AHPA, which keeps tabs on NDI submission trends via its NDI Database, said based on the partial information it has received on 40 submissions submitted to FDA between November 2012 and February 2014, that 10 of these notifications were acknowledged by FDA without objection. AHPA promotes the database as a way for companies to see trends in notifications and to avoid some obvious pitfalls that lead to rejections.

“Overall there has been about an 85% rejection rate.  We did that calculation based on notifications filed though 2007,” Ashish Talati, a principal in the Chicago-based law firm Amin Talati told NutraIngredients-USA. “If AHPA is saying that the approval rate is now 25%, that’s good. But that still means that 75% are not going through.  Overall has it gotten better?  That I really couldn’t say because I don’t have the data.”

Companies that want to use a dietary ingredient not marketed in the U.S. before Oct. 15, 1994 are required to submit an NDI notification explaining why the ingredient is reasonably expected to be safe. This notification must be submitted at least 75 days before the dietary ingredient is introduced or delivered for introduction into interstate commerce.

FDA does not "approve" or "disapprove" NDI notifications. Instead, the agency generally provides one of several types of responses. According to FDA, examples of these responses include, but are not limited to: (1) letter of acknowledgement without objection; (2) letter listing deficiencies that make the notification incomplete; (3) objection letter raising safety concerns based on information in the notification or identifying gaps in the history of use or other evidence of safety; and (4) letter raising other regulatory issues with the NDI or dietary supplement (e.g., the NDI is not a dietary ingredient as defined by regulation or the product is excluded from the definition of "dietary supplement" under current regulations because it is not intended for ingestion.

Raising the bar

NPA’s Dr Daniel Fabricant said last week that companies need to work with FDA on NDI. Of the 61 NDI submissions last year that resulted in a good day letter 59 involved a teleconference with FDA before filing the notification.
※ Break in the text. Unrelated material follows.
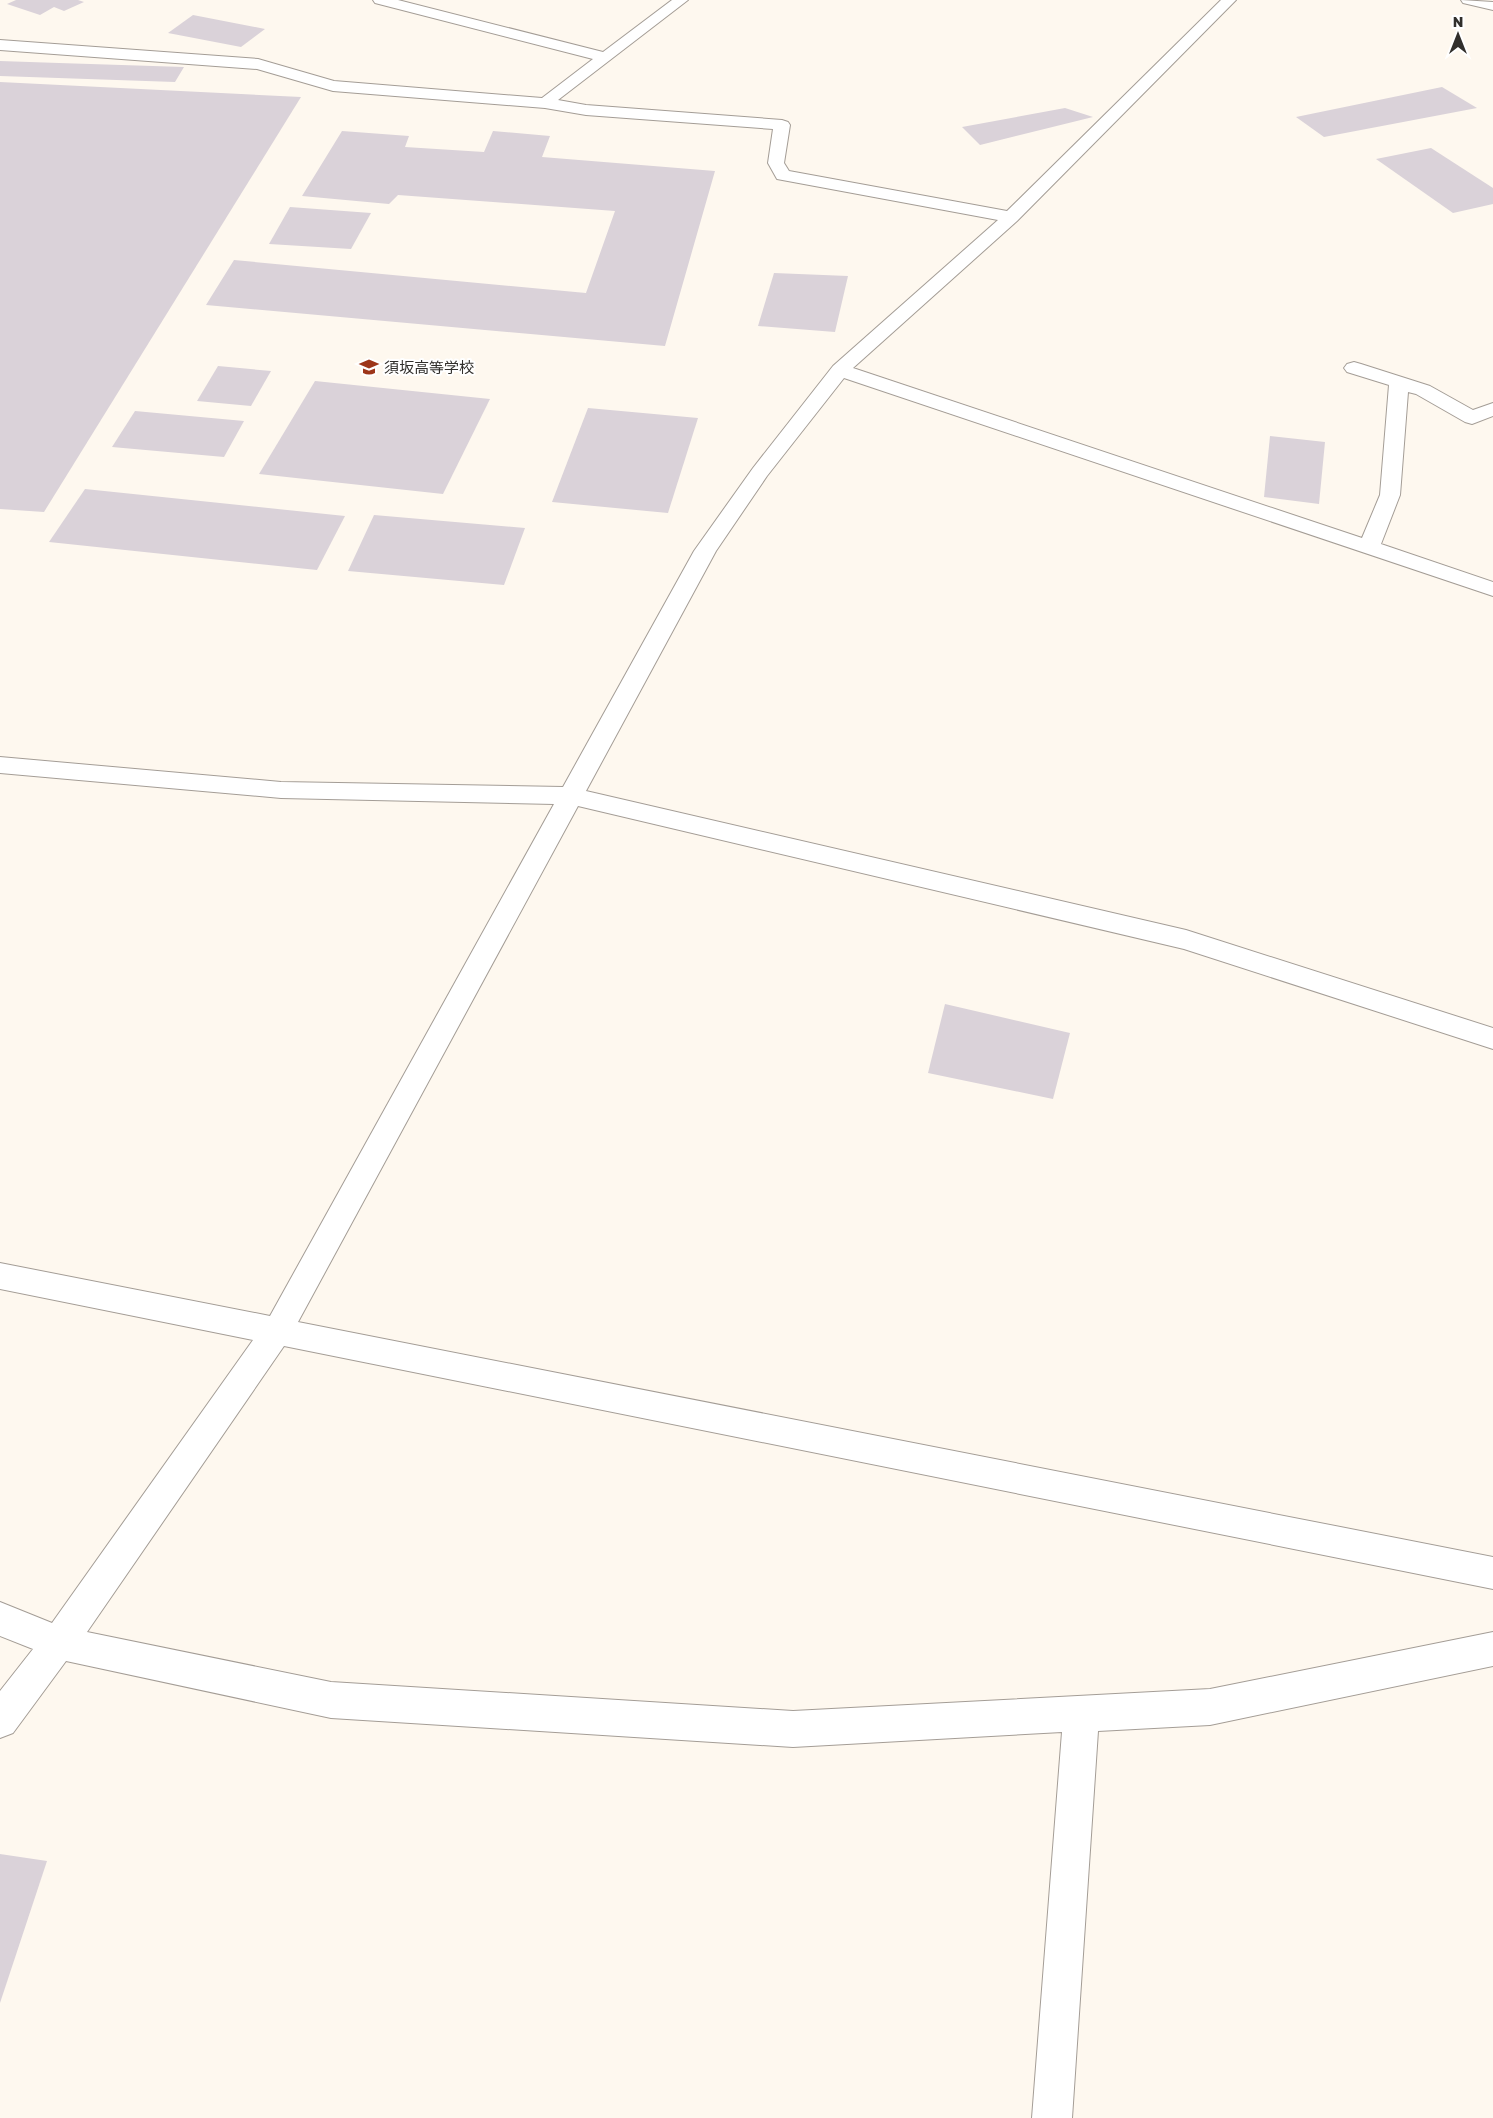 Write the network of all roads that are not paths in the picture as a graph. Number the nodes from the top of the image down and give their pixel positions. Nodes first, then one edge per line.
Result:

One of the things that characterized some early submissions was their low quality, which contributed to the high failure rate.  Some companies had obviously not taken the time (or spent the money on legal counsel) to understand what the law was calling for in terms of properly idetifying the ingredient in question and citing scientific data backing an assertion of safety that aligned adequately with that particular ingredient.  

But even as companies have become more sophisitcated, the level of proof needed has gone up, too.  At least, that’s Talati’s opinion.

“Companies are getting better, but FDA is getting stricter.  Overall the needle is moving, but by how much, I don’t know. In the past FDA was accepting some submissions that I don’t know that they would accept today,” he said.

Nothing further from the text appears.